Author James P. Duffy's "Lindbergh vs. Roosevelt" is immensely informative. It reveals the venerated President to be a man with feet of clay, a man with a mean streak in him, vindictive, unforgiving and vengeful.
So what was it that got the Charles Lindbergh and Franklin Delano Roosevelt relationship off on such a strange footing? In the 1920's, Charles Lindbergh became an American and international hero for the first solo, cross-Atlantic non-stop flight in a single-prop plane, "The Spirit of St. Louis," New York to Paris. Duffy answers this question in part by revealing the details of the "air mail fiasco" in the early 1930's, a series of bad decsions and blunders made by the President in his first term. Lindbergh was the foremost figure in publicly questioning--and condemning--these misguided decisions made by the new President, something FDR never forgot.

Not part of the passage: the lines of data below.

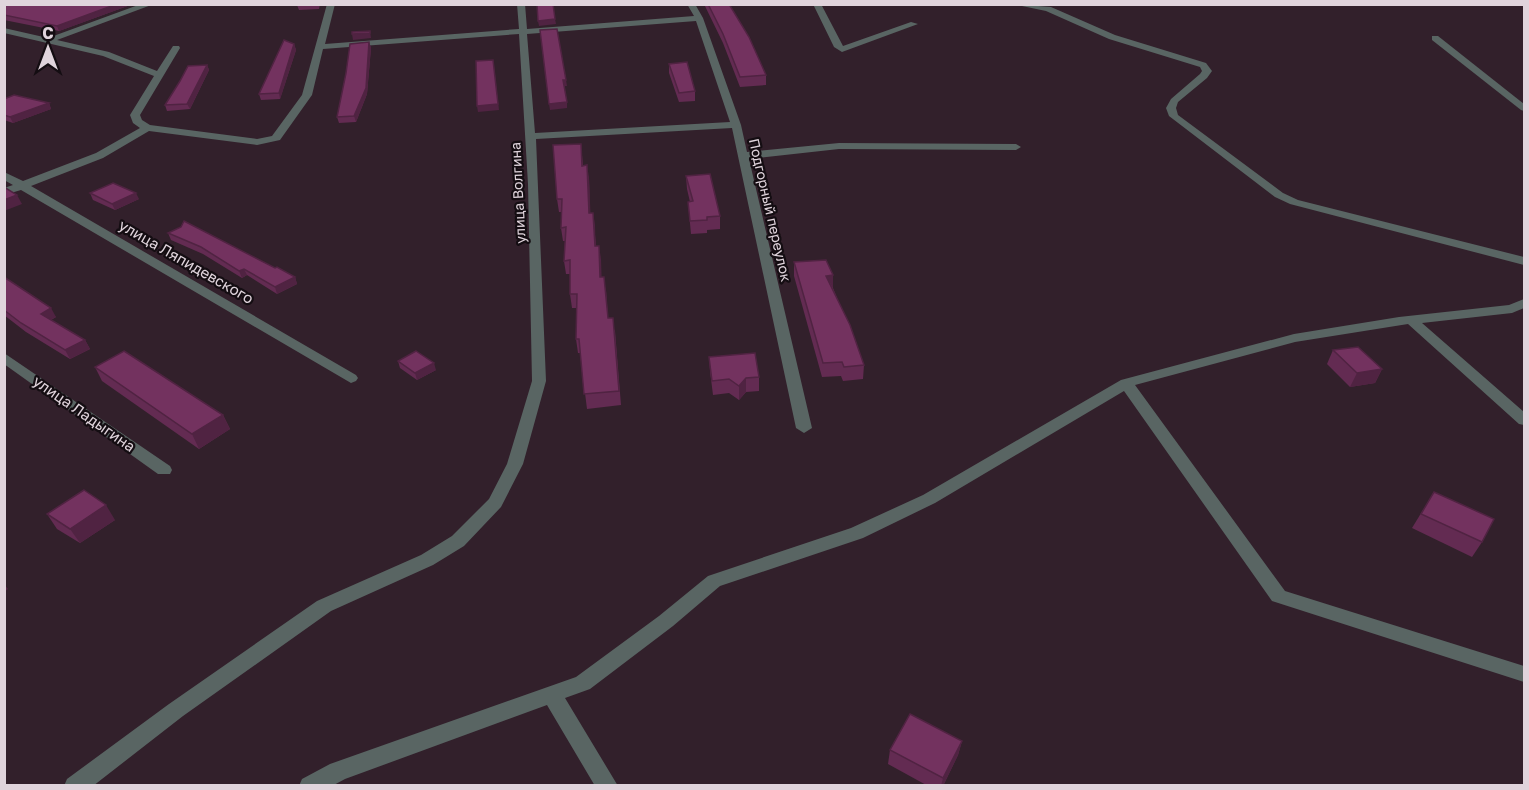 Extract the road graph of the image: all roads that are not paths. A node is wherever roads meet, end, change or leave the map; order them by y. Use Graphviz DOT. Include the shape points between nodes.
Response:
graph roads {
  1 [pos="150,4"];
  2 [pos="332,4"];
  3 [pos="521,4"];
  4 [pos="691,4"];
  5 [pos="817,4"];
  6 [pos="1017,4"];
  7 [pos="699,18"];
  8 [pos="914,24"];
  9 [pos="4,30"];
  10 [pos="524,32"];
  11 [pos="1436,38"];
  12 [pos="51,39"];
  13 [pos="321,47"];
  14 [pos="176,48"];
  15 [pos="160,75"];
  16 [pos="1524,108"];
  17 [pos="736,125"];
  18 [pos="147,128"];
  19 [pos="530,136"];
  20 [pos="1016,147"];
  21 [pos="742,156"];
  22 [pos="4,175"];
  23 [pos="23,185"];
  24 [pos="4,192"];
  25 [pos="1524,261"];
  26 [pos="1524,303"];
  27 [pos="1411,320"];
  28 [pos="4,357"];
  29 [pos="351,378"];
  30 [pos="1126,383"];
  31 [pos="1524,420"];
  32 [pos="804,428"];
  33 [pos="164,470"];
  34 [pos="1524,674"];
  35 [pos="551,694"];
  36 [pos="75,786"];
  37 [pos="310,786"];
  38 [pos="607,786"];
  1 -- 12 [label="street"];
  2 -- 13 [label="street"];
  3 -- 10 [label="street, улица Волгина"];
  4 -- 7 [label="street, Подгорный переулок"];
  5 -- 8 [label="street" via="842,49"];
  6 -- 25 [label="street" via="1048,9 1112,37 1203,64 1207,71 1204,75 1174,101 1174,116 1279,195 1330,212"];
  7 -- 10 [label="street"];
  7 -- 17 [label="street, Подгорный переулок"];
  9 -- 12 [label="street"];
  10 -- 13 [label="street"];
  10 -- 19 [label="street, улица Волгина"];
  11 -- 16 [label="street"];
  12 -- 15 [label="street" via="106,54"];
  13 -- 18 [label="street" via="307,95 280,135 270,140 257,142"];
  14 -- 15 [label="street"];
  15 -- 18 [label="street" via="135,115"];
  17 -- 19 [label="street"];
  17 -- 21 [label="street, Подгорный переулок"];
  18 -- 23 [label="street" via="112,149"];
  19 -- 36 [label="street, улица Волгина" via="539,381 515,464 495,503 458,541 427,560 324,606"];
  20 -- 21 [label="street" via="839,146"];
  21 -- 32 [label="street, Подгорный переулок"];
  22 -- 23 [label="street, улица Ляпидевского"];
  23 -- 24 [label="street"];
  23 -- 29 [label="street, улица Ляпидевского"];
  26 -- 27 [label="street" via="1512,309"];
  27 -- 30 [label="street" via="1294,338"];
  27 -- 31 [label="street"];
  28 -- 33 [label="street, улица Ладыгина"];
  30 -- 34 [label="street" via="1279,596"];
  30 -- 35 [label="street" via="929,499 857,533 714,581 583,683"];
  35 -- 37 [label="street" via="338,771"];
  35 -- 38 [label="street"];
}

As the warning signs of a possible second war in Europe first became apparent in the mid 1930's, Charles Lindbergh emerged as a chief spokesman and advocate for a pacifist and neutralist position, arguing on behalf of an "America First" position as it came to be known. More nuanced than this simple label, Lindbergh's position on World War II cannot be fully understood without understanding the position of Charles A. Lindbergh, Sr., Charles Lindbergh's father, (also known "C.A. Lindbergh"), a Republican Congressman from Minnesota during the World War I timeframe.
The senior Lindbergh tried to steer a pacifist and non-interventionist course in the period leading up to World War I. He became a scapegoat for his beliefs and subsequently lost races for Minnesota's Senate seat and for Minnesota Governor. The lessons of the father did not escape the son but Charles Lindbergh and his wife Anne held similar non-interventionist views when the drums of war began beating with the rise of Nazi Germany and Fascist Italy in the 1930's. Lindbergh firmly believed that the best position for the United States was to stay out of a second European war.
What can only be understood with the passage of many years since World War II, was that President Franklin Roosevelt and key members of his administration had moved to an interventionist view while at the same time, continuing to pay lip service to the neutrality acts designed to keep America out of a second War. Many decisions taken by FDR and by key figures in his administration were duplicitous, conforming in name only to neutralist principles and laws.
For his beliefs and for his outspokenness, Lindbergh was to pay dearly. Duffy points out how Roosevelt and his interventionist henchmen conspired to shut Lindbergh down and take him out by a calculated set of character assassination techniques. Coming across as the most creepy character of all was "Roosevelt's Rasputin," Interior Secretary Harold Ickes. Roosevelt's replacement candidate for Secretary of War, Henry Stimson, a Republican, held interventionist positions as well and conspired to assist in Roosevelt's bidding.
"Lindbergh vs. Roosevelt" is a relatively short work that focuses primarily on the Lindbergh-Roosevelt relationship. For deeper background and a much deeper probe of character, I highly recommend reading A. Scott Berg's biography of Charles Lindbergh entitled simply "Lindbergh," published in 1998.
One critical comment of Duffy's "Lindbergh vs. Roosevelt" is that it reads in part, as a polemic. The last chapter in particular, "The Smear Continues," is largely an opinion piece.
However, this is a small price to pay for what is important factual information developed from a wide variety of sources with good documentation in the bibliography and in the footnotes.